The Healing Power of Self-Expression: Photography by Female Refugee Artists VIRTUAL EVENT
A virtual exhibition and panel discussion presenting images from women and girls living in a Diavata, Greece refugee camp
11:30 AM – 12:00 EST - Art Exhibit
12:00 PM - 1:00 EST - Panel Discussion
REGISTER HERE for this free event.
About this event
Worldwide, over 82 million people have been forced to flee their homes by conflict, persecution, natural disasters, and extreme events. How can the international community help them to rebuild their lives and start to heal from the traumas of displacement?
For One Journey and the Art 4 Humanity Foundation (A4HF), creativity is a crucial piece of this puzzle. In 2020, A4HF started to fund the Photography School, teaching photography to women and girls living in a refugee camp in Diavata, Greece. The program has helped female refugee artists to reclaim their voices, using photography to both express their past experiences and share their hopes for the future. Their work has received major critical acclaim, winning the 2021 Global Peace Photo Award.
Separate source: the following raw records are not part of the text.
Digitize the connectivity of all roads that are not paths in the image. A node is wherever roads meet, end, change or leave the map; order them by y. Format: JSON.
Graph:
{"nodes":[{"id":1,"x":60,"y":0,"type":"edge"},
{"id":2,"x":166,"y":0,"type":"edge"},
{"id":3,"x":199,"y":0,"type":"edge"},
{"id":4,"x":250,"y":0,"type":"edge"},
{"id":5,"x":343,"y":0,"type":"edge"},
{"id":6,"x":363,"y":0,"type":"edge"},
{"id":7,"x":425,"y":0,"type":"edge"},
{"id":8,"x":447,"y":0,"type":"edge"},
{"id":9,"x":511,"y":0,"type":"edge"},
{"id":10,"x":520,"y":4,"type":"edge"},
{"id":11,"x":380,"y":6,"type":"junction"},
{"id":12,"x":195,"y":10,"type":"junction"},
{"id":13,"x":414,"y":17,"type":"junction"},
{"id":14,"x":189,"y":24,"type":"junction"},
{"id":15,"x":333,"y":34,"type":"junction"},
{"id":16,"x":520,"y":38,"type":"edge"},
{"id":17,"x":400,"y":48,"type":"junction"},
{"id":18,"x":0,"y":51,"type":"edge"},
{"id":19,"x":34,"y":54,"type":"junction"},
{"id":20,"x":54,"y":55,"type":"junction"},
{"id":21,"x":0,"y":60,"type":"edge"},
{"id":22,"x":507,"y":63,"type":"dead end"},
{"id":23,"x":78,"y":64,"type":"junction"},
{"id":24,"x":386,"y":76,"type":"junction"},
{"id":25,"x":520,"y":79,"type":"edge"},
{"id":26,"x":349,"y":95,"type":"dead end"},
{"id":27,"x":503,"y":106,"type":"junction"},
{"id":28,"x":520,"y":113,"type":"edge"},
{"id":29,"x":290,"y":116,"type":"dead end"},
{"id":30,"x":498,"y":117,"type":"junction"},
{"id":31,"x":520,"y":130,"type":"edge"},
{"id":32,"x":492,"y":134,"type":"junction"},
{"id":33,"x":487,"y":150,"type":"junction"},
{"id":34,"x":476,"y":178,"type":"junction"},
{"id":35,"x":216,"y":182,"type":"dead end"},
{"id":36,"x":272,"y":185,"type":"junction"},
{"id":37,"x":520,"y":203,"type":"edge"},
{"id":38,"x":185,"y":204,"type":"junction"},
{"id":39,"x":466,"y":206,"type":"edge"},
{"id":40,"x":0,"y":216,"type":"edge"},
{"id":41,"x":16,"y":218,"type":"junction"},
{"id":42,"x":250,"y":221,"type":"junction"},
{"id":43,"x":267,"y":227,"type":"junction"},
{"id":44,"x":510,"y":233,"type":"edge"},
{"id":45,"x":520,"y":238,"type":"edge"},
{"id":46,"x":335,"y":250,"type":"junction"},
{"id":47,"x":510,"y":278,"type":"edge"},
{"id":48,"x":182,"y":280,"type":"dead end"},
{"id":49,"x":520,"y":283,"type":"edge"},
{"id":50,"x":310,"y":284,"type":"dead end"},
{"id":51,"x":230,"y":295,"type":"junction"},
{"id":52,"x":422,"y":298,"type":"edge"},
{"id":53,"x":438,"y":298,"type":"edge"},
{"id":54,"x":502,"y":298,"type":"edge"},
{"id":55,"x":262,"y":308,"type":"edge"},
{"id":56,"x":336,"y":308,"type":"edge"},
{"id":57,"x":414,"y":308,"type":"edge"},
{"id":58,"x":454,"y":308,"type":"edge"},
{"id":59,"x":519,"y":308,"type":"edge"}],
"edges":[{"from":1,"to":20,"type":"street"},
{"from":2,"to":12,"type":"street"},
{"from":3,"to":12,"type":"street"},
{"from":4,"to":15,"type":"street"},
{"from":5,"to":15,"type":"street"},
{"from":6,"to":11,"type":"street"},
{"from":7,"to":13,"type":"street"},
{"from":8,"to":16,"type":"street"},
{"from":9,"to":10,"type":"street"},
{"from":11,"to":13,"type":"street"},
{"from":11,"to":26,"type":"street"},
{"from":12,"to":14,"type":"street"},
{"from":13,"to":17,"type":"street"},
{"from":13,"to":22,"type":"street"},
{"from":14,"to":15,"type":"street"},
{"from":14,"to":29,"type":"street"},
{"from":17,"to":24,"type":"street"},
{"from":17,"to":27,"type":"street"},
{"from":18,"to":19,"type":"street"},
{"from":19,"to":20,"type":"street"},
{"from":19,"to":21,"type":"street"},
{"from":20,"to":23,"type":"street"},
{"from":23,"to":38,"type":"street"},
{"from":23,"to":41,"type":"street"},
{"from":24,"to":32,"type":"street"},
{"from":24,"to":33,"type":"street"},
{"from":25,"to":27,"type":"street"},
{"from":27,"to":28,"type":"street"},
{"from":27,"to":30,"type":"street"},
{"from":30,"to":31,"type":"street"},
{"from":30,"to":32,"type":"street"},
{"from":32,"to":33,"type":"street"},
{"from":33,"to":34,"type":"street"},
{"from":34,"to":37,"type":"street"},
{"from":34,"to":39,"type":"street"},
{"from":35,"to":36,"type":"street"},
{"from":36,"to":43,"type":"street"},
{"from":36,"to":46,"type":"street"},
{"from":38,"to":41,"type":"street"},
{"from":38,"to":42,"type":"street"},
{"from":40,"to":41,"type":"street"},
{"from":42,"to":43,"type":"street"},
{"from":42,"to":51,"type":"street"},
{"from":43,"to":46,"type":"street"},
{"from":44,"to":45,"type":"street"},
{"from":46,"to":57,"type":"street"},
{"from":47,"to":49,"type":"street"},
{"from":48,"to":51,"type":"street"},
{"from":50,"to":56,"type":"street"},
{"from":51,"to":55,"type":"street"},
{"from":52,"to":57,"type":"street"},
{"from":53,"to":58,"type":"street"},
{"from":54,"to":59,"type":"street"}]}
On February 3, Perry World House, One Journey, Penn Cinema and Media Studies, Art 4 Humanity Foundation, and TD Bank will host a virtual exhibition displaying photos from the award-winning refugee artists. A panel discussion, which will explore how producing art can help refugees to process their trauma and make their voices heard on the world stage, will follow the virtual exhibition.
Mattia Bidoli is a photographer who has collaborated with a range of associations and NGOs, including the United Nations, Cimic, and UNHCR. He uses photography to document and support humanitarian projects at both the national and international levels aimed at defending the rights of children living in situations of extreme poverty and in war zones. Bidoli has undertaken over 40 missions in Syria, Palestine, Kosovo, Lebanon, Belarus, Kenya, Tanzania, Iraq, and Greece. Since October 2020, he has been project leader of the Photography School in a refugee camp in Diavata, Greece, where women and girls living in the camp learn to use photography to tell stories and express themselves.
Kholood Eid is a documentary photographer, filmmaker and educator based in New York who is known for her intimate portraiture. In 2020, Eid was a recipient of the Robert F. Kennedy Journalism Award for Domestic Print, alongside colleagues, for the New York Times series “Exploited.” Her clients include The New York Times, National Geographic, TIME Magazine, and The New Yorker.
Masoomeh Mousavi is an 18-year-old refugee from Afghanistan. She has studied photography for a year and wants to become a professional photographer.
Anne C. Richard joined Freedom House in October 2021 as a Distinguished Fellow and Afghanistan Coordination Lead. From 2012 to 2017, Ms. Richard served as assistant secretary of state for population, refugees, and migration, making her the Obama administration’s top diplomat on refugee issues as well as a leader on humanitarian and migration policies for the U.S. government. Since leaving the federal government, Richard has taught and lectured at a number of universities, including the University of Virginia, Georgetown University, Hamilton College, and the University of Pennsylvania, where she was a Perry World House Visiting Fellow. During this time, she has continued advocating on refugee issues and advising a wide range of refugee-support efforts. Prior to joining the Obama administration, Richard held senior positions at the International Rescue Committee, State Department, Peace Corps Headquarters, and the White House Office of Management and Budget. Richard has a B.S. foreign service from Georgetown University and a Master's in Public Policy Studies from the University of Chicago.
Masoumeh Tajik is a 28-year-old refugee from Afghanistan who has studied photography since November 2020. She aspires to travel the world, write, and take photos.
Peter Decherney is Professor of Cinema & Media Studies at the University of Pennsylvania and Faculty Director of Penn’s university-wide Online Learning Initiative. He holds a secondary appointment at the Annenberg School for Communication and an affiliation with the Center for Technology, Innovation, and Competition at Penn Law School. He is the author or editor of six books including Hollywood’s Copyright Wars: From Edison to the Internet and Hollywood: A Very Short Introduction. Decherney has also written for The New York Times, Forbes, Inside Higher Ed, and other publications. He is an award-winning documentary and virtual reality filmmaker. Since 2015, he has directed a series of documentary and virtual reality films about global migration and on the political role of artists in Myanmar, Kenya, Ethiopia, and the U.S. Decherney has been an Academy of Motion Picture Arts and Sciences Scholar, a fellow of the American Council of Learned Societies, and a U.S. State Department Arts Envoy to Myanmar.